- Work item -
Across all the entries below, count each line that holds "梧桐北街" and report the figure only.

━━ Records shown ━━

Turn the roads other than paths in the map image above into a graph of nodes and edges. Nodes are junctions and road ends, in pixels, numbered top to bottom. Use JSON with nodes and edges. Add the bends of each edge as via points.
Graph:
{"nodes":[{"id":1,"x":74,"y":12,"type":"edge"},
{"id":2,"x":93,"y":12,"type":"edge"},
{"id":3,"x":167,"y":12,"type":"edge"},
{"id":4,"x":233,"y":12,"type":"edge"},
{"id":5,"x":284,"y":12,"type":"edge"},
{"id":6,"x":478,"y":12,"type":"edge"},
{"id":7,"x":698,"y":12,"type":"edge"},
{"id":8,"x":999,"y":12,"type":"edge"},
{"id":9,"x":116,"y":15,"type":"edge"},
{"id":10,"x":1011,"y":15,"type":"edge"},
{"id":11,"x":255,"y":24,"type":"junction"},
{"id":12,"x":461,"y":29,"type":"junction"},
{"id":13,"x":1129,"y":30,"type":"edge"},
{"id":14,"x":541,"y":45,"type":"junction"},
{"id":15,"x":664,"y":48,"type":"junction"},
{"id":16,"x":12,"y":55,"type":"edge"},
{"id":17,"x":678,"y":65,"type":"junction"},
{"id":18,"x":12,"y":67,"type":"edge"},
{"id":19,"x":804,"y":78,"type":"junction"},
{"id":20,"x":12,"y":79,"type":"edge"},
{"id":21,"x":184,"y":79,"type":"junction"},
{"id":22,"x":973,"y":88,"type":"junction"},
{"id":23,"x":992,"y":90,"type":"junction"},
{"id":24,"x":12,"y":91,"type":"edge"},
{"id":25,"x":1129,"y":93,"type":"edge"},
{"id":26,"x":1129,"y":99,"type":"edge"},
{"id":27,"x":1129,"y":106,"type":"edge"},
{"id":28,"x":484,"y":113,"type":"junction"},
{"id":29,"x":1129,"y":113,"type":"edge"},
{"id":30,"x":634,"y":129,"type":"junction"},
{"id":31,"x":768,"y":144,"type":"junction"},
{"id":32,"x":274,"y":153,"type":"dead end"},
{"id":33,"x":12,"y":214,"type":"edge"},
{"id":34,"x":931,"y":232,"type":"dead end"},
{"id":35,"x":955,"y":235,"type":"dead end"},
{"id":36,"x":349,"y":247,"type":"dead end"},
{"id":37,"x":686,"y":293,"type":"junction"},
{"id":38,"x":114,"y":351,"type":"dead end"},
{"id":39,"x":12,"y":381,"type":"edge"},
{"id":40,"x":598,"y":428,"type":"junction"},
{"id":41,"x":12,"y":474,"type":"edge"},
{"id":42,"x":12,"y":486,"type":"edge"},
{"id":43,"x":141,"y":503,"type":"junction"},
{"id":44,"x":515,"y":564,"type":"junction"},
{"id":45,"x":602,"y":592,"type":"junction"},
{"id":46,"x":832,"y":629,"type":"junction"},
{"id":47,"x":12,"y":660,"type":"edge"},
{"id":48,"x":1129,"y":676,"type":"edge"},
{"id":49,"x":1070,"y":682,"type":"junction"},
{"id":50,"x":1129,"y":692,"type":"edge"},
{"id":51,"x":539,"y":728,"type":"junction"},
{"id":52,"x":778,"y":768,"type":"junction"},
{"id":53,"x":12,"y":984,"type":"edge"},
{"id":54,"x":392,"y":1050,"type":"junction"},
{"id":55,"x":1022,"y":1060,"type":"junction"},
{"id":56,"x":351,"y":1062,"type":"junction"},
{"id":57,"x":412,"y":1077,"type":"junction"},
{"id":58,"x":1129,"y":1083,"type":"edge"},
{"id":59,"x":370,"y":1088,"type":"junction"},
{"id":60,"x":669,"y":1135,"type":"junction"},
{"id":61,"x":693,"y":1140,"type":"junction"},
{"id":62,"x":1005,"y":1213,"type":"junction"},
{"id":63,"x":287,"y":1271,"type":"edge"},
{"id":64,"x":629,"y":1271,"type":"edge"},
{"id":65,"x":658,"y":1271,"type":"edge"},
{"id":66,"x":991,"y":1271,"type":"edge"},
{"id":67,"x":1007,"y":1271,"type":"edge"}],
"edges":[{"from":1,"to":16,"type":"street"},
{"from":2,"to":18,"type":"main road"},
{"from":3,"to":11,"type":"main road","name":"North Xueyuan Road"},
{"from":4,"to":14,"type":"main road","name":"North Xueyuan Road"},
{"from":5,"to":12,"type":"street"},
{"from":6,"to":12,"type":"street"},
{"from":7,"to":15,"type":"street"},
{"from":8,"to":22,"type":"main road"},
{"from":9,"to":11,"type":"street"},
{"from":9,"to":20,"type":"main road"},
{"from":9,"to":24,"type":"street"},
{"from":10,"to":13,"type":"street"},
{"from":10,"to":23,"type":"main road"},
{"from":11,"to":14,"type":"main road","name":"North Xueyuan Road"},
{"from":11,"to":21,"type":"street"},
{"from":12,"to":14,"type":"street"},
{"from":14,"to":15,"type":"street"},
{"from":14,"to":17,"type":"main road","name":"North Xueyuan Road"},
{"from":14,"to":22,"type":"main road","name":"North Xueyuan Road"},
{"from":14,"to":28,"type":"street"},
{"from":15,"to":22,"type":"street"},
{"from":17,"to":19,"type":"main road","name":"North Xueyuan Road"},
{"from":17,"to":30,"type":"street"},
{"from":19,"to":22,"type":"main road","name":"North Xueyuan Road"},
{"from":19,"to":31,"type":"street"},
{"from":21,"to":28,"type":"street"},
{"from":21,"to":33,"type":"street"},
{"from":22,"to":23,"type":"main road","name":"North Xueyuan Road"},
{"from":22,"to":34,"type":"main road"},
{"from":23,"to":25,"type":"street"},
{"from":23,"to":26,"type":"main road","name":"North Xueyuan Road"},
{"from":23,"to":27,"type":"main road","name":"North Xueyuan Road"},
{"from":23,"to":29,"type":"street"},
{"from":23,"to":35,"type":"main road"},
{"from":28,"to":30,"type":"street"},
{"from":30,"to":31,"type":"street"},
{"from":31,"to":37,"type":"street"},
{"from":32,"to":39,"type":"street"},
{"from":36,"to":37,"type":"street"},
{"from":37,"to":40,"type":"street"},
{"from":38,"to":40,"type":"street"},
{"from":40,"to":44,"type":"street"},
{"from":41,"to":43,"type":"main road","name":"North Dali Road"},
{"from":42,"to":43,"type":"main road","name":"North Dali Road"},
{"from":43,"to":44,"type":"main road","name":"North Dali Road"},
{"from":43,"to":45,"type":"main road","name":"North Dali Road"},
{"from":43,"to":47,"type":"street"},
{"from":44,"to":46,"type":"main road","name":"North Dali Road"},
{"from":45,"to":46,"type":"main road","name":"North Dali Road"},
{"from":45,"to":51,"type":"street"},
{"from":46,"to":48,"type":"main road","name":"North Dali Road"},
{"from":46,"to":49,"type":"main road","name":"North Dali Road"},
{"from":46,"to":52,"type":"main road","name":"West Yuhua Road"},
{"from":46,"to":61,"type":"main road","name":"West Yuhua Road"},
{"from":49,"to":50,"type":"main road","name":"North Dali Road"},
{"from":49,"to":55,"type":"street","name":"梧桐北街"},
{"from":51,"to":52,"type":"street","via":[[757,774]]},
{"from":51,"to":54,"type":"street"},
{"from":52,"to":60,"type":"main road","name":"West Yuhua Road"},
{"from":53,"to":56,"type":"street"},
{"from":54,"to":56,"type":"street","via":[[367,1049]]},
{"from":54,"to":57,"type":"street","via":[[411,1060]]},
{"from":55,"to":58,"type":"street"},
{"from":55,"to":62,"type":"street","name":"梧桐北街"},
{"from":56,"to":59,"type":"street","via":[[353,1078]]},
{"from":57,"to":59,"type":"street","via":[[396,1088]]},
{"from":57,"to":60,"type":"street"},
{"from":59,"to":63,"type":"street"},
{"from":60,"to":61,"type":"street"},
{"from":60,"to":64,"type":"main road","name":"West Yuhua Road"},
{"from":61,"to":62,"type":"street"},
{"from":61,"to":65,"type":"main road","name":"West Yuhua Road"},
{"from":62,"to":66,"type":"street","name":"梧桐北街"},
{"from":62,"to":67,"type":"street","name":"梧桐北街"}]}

━━━
━━ Records shown ━━

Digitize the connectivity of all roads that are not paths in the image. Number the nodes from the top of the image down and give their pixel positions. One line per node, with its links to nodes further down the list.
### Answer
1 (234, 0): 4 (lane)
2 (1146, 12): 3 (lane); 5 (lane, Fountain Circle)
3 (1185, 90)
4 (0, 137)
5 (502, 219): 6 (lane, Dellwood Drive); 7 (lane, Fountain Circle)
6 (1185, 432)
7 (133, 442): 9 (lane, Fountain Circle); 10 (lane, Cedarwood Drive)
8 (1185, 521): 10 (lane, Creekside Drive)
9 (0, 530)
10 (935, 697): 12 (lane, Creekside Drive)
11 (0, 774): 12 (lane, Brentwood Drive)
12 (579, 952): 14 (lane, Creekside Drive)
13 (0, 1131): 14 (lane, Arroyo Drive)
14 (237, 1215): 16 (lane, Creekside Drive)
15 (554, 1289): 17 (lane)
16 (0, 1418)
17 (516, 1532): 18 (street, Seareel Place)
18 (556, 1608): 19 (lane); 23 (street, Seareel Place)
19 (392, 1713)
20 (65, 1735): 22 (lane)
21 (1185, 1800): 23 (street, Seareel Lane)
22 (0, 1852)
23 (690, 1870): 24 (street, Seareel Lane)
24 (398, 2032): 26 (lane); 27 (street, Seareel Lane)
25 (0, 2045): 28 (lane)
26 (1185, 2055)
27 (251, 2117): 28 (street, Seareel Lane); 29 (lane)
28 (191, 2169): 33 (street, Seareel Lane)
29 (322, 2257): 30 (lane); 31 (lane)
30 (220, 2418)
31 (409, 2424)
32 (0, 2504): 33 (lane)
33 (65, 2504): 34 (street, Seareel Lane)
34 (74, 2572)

━━━

- Response -
4